SNES Like 5 Layer 320x240 Graphics Library

Started by
18 comments, last by Promit 10 years ago

NO "NVIDIA or AMD or Intel OpenGL or DirectX License to unlock it's full potential" needed but it's 12FPS if you don't have license, if you have license it takes NO TIME to render at all.
GeForce 7600GT or Higher needed.(Consult source code for needed extensions)
If you are enthusiast and don't have money, use ths library, connect it to TV and it's awesome.
12FPS for GeForce 7600GT and it's slow only for graphics so it's kind of fixed FPS and if you use CPU time for hard working it won't slow down at all like 12FPS fixed forever unless you do some damned thing...
License: LGPL, CC0


It is basically 2D Library with similar graphical environment like THE CONSOLE Super Nintendo Entertainment System. We have this awesome and fast CPU why would we want to use crippled Public OpenGL library for this? Because, not only doing it on GPU is COOL but also gives you totally free cpu time per frame. GL Draw Call is done in another process using nvglvt.dll or similar things and it's basically same thing as just doing Sleep(1000/12) in another thread.

So, if you tries to implement this kind of environment like 32Bit 320x240 and 5 Layer in GPU blit only, it gives you about 3FPS no matter how great your graphics card is.

The more objects you have the slower it gets. Means you CAN'T make even Starcraft 1 if you only use what is given to you.

Point is, CPU is FREE and 12FPS is just Graphics do some crazy stuff like voxel 3D filling in cpu and path tracing in vertex shader and stuff. It is about using only uncrippled DP4 Vertex Shader processing line.


Think about Raspberry PI


What exactly is this? I see no documentation at all.

What exactly is this? I see no documentation at all.

Friend, it means nothing to you if you don't understand what I have wrote.

Try to run it in your old and slow computer. If it gives you 2000FPS it means nothing to you but if it gives you 300FPS you have a problem.

Also, code is so simple, just follow through Lesson45.cpp and vs2.txt

The problem is that we DON'T understand what you wrote. Is this something you made? Is this just something you found and thought was cool and wanted to share?

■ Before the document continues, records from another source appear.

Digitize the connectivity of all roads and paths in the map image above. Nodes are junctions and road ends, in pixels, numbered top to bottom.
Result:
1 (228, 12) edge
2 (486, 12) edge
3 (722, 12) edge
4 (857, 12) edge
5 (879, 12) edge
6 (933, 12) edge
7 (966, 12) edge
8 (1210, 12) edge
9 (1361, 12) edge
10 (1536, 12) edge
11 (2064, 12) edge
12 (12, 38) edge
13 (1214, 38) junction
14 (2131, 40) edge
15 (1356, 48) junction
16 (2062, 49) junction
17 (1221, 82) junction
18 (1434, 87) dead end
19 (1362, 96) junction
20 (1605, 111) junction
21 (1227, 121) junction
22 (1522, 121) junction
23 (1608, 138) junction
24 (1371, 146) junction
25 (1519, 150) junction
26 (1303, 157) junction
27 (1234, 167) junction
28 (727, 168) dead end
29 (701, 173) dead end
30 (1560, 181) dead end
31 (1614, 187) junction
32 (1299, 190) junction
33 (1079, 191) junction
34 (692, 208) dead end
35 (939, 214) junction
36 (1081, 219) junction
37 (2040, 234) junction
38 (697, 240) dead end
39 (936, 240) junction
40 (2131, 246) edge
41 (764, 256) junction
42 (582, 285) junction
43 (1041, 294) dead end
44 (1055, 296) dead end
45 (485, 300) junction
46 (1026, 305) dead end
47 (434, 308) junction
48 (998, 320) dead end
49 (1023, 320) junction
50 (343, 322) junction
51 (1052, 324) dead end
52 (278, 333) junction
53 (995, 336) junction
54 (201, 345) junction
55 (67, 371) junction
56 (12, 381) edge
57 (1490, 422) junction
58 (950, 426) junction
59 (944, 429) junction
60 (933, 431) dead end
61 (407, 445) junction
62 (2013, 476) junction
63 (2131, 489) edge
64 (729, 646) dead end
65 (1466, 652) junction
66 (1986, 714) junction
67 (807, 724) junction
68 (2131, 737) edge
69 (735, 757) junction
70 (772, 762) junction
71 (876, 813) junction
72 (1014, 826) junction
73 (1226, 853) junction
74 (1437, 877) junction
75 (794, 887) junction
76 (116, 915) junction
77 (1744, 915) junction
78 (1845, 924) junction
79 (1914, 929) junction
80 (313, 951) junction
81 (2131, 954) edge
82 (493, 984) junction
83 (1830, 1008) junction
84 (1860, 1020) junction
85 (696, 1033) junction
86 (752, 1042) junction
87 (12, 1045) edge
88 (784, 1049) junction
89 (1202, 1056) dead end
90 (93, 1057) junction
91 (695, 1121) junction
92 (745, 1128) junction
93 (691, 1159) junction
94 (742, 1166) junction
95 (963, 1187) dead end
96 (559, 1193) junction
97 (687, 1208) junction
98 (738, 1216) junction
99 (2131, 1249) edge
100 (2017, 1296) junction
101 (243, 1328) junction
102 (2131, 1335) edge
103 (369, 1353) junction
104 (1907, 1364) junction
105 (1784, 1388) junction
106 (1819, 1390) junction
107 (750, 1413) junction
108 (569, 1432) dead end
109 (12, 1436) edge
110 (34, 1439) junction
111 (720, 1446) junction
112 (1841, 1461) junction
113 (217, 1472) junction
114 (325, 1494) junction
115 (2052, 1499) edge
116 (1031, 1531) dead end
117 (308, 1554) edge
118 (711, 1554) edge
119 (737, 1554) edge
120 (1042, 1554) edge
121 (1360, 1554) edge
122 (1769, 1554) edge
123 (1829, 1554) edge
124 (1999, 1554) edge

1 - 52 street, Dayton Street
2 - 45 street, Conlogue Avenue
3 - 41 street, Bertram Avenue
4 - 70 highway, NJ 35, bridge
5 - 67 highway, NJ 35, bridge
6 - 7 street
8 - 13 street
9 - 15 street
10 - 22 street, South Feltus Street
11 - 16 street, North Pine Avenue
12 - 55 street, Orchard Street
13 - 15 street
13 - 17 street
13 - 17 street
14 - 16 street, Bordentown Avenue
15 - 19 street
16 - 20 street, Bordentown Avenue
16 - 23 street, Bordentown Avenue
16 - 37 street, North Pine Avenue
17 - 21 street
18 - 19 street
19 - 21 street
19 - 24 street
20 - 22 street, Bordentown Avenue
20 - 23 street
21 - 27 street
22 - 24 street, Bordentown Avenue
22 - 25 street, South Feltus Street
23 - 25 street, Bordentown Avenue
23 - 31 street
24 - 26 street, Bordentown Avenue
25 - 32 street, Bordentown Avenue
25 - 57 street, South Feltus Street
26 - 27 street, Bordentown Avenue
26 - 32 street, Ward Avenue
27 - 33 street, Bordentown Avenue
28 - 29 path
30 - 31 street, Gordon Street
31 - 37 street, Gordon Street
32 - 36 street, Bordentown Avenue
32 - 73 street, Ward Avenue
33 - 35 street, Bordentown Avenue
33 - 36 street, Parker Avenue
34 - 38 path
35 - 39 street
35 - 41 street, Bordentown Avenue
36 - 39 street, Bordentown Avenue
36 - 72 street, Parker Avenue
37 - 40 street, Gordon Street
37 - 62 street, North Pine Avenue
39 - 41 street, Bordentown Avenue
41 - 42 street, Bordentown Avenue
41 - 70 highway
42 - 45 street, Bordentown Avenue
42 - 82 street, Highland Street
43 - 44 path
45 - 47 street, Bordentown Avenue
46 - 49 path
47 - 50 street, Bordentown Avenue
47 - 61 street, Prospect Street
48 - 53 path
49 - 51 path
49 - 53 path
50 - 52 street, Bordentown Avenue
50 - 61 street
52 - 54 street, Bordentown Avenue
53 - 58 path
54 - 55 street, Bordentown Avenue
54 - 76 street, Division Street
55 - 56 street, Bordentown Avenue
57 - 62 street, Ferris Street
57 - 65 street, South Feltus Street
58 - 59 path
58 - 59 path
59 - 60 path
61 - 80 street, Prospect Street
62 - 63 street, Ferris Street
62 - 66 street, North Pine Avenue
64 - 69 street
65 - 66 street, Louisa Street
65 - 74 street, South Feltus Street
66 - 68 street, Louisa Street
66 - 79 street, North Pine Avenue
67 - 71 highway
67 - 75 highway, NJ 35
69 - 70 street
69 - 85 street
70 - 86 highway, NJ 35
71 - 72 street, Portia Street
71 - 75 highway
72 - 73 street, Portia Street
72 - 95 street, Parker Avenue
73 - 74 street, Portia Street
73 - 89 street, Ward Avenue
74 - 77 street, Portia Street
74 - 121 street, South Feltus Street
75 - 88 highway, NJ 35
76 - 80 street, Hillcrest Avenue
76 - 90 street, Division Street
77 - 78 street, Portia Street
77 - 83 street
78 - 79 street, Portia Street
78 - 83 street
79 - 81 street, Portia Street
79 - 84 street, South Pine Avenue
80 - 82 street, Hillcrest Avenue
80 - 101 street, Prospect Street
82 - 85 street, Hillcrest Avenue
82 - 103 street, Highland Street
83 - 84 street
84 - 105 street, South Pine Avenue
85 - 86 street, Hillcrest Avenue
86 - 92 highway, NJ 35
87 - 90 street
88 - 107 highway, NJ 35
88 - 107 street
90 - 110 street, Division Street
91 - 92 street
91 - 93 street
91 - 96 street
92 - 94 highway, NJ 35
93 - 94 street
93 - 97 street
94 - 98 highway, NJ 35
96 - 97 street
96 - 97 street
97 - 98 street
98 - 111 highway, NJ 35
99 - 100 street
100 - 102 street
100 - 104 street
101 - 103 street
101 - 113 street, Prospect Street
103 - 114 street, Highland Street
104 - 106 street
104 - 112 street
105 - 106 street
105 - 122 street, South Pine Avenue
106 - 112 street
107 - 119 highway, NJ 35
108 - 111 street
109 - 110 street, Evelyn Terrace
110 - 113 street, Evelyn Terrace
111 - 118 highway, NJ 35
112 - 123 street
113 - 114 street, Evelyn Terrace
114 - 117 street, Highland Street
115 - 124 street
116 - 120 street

What's the purpose? Is it supposed to be a SNES emulator running on the GPU? Etc?

Waramp.Before you insult a man, walk a mile in his shoes.That way, when you do insult him, you'll be a mile away, and you'll have his shoes.

The problem is that we DON'T understand what you wrote. Is this something you made? Is this just something you found and thought was cool and wanted to share?
What's the purpose? Is it supposed to be a SNES emulator running on the GPU? Etc?

I've taken a look at the source code and feel qualified to answer on OP's behalf.
To answer your questions: Yes. No, yes, and yes. Retro-style graphics library. No.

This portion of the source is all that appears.